Task to complete >> Sort through the entries below and pull out lines containing the word "baseFrequency".

(Saved entries)
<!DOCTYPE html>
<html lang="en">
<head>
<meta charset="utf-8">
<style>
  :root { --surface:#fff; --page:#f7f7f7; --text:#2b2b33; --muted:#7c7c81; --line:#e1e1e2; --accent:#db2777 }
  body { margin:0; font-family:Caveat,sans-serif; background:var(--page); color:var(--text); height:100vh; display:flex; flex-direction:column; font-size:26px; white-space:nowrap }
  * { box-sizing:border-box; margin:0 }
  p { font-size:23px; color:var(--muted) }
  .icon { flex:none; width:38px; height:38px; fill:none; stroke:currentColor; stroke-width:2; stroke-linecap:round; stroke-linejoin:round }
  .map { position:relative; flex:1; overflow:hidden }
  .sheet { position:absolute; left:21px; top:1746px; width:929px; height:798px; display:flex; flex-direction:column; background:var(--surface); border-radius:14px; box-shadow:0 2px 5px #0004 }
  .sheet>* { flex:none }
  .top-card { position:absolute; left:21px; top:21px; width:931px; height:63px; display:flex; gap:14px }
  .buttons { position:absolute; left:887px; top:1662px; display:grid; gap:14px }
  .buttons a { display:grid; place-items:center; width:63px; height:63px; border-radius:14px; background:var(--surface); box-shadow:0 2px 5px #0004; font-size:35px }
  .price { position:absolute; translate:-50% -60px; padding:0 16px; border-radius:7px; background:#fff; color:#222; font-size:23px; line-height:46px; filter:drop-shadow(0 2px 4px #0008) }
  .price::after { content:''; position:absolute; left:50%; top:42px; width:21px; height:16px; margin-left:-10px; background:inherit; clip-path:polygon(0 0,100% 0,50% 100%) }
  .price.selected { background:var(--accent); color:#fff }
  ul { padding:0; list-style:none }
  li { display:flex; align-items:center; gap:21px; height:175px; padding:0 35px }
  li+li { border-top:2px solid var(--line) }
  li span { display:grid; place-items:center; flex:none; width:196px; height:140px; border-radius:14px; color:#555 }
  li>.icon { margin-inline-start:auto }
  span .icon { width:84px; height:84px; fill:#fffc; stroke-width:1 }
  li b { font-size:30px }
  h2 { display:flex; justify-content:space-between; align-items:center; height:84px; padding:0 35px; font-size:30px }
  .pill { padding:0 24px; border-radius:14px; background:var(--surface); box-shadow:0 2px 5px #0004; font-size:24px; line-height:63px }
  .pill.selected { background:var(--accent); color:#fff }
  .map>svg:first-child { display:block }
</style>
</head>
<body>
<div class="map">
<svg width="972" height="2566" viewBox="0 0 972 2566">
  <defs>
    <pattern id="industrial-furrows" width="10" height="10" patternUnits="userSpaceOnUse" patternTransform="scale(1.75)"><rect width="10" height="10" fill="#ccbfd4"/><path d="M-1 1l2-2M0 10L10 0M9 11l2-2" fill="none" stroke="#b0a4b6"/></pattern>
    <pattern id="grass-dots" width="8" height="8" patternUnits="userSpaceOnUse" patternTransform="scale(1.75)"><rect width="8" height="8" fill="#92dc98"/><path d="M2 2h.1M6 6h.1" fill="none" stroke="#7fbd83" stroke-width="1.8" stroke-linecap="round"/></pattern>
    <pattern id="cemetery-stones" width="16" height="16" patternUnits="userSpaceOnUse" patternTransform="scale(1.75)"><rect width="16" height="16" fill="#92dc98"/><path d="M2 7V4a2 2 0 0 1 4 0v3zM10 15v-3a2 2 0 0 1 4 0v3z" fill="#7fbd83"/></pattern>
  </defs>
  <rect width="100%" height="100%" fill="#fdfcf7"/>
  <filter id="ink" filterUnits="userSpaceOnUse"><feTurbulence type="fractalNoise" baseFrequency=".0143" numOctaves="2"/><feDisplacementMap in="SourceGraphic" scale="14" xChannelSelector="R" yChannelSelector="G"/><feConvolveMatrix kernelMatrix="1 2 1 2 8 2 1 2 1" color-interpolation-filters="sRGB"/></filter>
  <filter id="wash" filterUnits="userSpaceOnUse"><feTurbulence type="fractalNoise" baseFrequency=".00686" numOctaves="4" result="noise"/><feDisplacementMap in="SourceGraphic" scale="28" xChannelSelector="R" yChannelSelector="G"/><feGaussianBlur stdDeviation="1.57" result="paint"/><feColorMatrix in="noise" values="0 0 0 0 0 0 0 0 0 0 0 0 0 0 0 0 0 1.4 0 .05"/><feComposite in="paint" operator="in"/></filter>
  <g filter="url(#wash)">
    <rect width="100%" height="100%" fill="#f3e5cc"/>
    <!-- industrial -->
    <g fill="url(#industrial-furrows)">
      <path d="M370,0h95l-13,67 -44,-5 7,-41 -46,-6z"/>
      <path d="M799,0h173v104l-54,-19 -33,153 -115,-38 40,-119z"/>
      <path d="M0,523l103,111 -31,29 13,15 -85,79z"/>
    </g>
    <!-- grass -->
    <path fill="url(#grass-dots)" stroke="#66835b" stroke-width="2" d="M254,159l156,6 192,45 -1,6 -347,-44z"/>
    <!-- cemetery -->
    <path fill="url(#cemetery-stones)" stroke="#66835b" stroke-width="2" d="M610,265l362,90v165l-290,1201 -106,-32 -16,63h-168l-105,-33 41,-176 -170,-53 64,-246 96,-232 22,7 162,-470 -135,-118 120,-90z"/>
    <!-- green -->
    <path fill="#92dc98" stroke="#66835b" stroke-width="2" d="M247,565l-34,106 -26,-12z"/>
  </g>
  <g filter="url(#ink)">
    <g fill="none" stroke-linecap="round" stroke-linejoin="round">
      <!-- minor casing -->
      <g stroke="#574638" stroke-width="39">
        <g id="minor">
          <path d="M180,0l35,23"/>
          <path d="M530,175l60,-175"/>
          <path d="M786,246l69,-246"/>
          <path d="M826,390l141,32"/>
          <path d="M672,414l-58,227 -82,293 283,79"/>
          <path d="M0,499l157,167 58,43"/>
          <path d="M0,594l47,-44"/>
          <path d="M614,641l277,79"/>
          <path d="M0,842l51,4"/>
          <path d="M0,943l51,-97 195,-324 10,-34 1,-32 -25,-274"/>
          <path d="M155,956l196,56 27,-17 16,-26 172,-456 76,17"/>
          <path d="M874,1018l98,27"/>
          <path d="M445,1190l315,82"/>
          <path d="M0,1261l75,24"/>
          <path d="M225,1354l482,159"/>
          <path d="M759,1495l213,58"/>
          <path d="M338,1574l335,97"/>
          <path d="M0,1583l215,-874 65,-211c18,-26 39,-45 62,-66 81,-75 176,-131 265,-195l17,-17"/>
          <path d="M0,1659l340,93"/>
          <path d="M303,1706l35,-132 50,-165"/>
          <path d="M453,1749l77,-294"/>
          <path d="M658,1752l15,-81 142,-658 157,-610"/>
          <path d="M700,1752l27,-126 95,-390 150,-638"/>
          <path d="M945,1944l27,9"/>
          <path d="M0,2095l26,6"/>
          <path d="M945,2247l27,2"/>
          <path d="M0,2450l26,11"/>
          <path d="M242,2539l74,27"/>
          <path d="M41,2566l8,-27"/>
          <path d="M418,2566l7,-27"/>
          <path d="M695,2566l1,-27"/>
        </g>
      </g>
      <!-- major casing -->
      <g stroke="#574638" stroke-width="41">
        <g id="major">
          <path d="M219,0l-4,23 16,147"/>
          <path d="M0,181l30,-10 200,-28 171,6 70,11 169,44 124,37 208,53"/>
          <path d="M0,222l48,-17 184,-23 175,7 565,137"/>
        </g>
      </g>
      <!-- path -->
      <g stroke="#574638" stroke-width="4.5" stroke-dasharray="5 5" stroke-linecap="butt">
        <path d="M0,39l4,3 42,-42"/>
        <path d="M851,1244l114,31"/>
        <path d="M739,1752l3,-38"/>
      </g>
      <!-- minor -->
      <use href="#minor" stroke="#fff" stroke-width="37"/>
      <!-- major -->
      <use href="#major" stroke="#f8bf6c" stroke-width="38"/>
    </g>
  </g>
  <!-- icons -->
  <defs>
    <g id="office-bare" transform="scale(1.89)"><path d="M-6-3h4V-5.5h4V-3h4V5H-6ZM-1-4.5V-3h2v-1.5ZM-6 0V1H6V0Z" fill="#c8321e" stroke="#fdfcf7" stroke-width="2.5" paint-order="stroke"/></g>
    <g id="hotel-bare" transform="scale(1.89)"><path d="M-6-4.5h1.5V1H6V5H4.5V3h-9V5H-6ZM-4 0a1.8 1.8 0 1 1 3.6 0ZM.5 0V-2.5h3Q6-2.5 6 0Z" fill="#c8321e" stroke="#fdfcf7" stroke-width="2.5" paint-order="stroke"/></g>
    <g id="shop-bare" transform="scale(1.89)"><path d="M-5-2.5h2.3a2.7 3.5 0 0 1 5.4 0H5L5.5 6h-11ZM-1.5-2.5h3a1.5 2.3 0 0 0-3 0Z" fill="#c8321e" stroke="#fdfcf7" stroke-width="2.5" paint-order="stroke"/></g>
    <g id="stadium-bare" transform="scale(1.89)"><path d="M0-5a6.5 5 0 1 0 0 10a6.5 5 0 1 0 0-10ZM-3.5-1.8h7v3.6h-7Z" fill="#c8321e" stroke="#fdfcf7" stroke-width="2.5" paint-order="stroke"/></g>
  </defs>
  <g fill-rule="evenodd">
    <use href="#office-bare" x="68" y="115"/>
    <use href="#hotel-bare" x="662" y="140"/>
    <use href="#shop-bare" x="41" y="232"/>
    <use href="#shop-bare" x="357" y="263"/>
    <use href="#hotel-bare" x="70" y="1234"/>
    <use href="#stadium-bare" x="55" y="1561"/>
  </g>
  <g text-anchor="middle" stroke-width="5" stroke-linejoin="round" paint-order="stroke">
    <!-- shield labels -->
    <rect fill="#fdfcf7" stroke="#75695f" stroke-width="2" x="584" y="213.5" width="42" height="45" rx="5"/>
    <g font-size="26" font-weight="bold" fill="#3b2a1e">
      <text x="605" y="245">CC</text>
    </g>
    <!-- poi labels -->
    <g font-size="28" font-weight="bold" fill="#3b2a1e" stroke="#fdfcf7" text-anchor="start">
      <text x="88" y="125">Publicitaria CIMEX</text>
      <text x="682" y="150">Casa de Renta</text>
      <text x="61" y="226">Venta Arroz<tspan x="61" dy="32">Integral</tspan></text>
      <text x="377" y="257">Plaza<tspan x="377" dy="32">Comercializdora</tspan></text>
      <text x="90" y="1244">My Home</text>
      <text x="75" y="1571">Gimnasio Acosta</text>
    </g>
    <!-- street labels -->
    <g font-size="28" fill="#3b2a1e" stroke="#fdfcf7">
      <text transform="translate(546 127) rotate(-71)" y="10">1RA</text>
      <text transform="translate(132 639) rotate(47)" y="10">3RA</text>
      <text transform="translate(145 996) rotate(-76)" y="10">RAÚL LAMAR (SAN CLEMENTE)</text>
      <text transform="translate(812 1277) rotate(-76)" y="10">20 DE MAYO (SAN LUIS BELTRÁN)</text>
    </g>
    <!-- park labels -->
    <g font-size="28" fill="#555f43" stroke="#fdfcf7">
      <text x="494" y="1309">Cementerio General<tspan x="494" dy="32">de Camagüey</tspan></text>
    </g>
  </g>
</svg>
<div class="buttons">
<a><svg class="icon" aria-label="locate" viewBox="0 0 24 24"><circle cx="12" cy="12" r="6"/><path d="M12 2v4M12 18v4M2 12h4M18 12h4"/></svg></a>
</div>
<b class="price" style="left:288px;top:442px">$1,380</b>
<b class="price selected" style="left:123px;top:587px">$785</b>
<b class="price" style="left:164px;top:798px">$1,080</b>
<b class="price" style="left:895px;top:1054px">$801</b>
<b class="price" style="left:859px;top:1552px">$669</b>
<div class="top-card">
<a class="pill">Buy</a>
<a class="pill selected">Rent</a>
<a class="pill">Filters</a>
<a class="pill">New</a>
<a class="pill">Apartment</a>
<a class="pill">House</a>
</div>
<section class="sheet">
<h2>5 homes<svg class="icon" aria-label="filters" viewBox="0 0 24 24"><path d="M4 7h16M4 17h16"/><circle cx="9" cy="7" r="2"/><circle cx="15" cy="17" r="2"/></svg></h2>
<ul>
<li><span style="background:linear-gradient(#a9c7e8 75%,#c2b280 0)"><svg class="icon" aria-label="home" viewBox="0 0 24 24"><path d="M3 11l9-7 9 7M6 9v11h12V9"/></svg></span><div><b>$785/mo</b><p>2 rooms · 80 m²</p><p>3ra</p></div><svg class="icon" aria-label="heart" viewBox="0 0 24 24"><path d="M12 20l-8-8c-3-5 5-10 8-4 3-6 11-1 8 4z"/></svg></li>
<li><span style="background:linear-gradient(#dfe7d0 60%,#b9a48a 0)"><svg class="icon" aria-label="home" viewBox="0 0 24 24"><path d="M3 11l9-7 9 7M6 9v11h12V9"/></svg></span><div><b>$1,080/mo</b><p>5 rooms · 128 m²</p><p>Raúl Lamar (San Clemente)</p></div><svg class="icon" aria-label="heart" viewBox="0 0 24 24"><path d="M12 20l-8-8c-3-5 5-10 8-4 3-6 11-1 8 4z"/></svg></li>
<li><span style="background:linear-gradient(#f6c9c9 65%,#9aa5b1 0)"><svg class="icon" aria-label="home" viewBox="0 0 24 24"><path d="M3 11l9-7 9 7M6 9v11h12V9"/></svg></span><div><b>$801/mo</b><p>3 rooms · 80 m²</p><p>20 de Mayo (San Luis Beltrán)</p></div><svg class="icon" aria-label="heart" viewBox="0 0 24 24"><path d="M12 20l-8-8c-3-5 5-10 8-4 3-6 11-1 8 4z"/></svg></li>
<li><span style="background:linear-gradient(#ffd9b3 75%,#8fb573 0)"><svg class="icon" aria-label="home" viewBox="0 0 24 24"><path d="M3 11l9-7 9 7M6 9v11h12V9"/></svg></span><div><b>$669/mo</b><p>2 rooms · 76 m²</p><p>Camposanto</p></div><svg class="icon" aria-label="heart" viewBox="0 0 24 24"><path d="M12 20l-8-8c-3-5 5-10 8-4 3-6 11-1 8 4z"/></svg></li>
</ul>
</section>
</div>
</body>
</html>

Solution to this task >>
  <filter id="ink" filterUnits="userSpaceOnUse"><feTurbulence type="fractalNoise" baseFrequency=".0143" numOctaves="2"/><feDisplacementMap in="SourceGraphic" scale="14" xChannelSelector="R" yChannelSelector="G"/><feConvolveMatrix kernelMatrix="1 2 1 2 8 2 1 2 1" color-interpolation-filters="sRGB"/></filter>
  <filter id="wash" filterUnits="userSpaceOnUse"><feTurbulence type="fractalNoise" baseFrequency=".00686" numOctaves="4" result="noise"/><feDisplacementMap in="SourceGraphic" scale="28" xChannelSelector="R" yChannelSelector="G"/><feGaussianBlur stdDeviation="1.57" result="paint"/><feColorMatrix in="noise" values="0 0 0 0 0 0 0 0 0 0 0 0 0 0 0 0 0 1.4 0 .05"/><feComposite in="paint" operator="in"/></filter>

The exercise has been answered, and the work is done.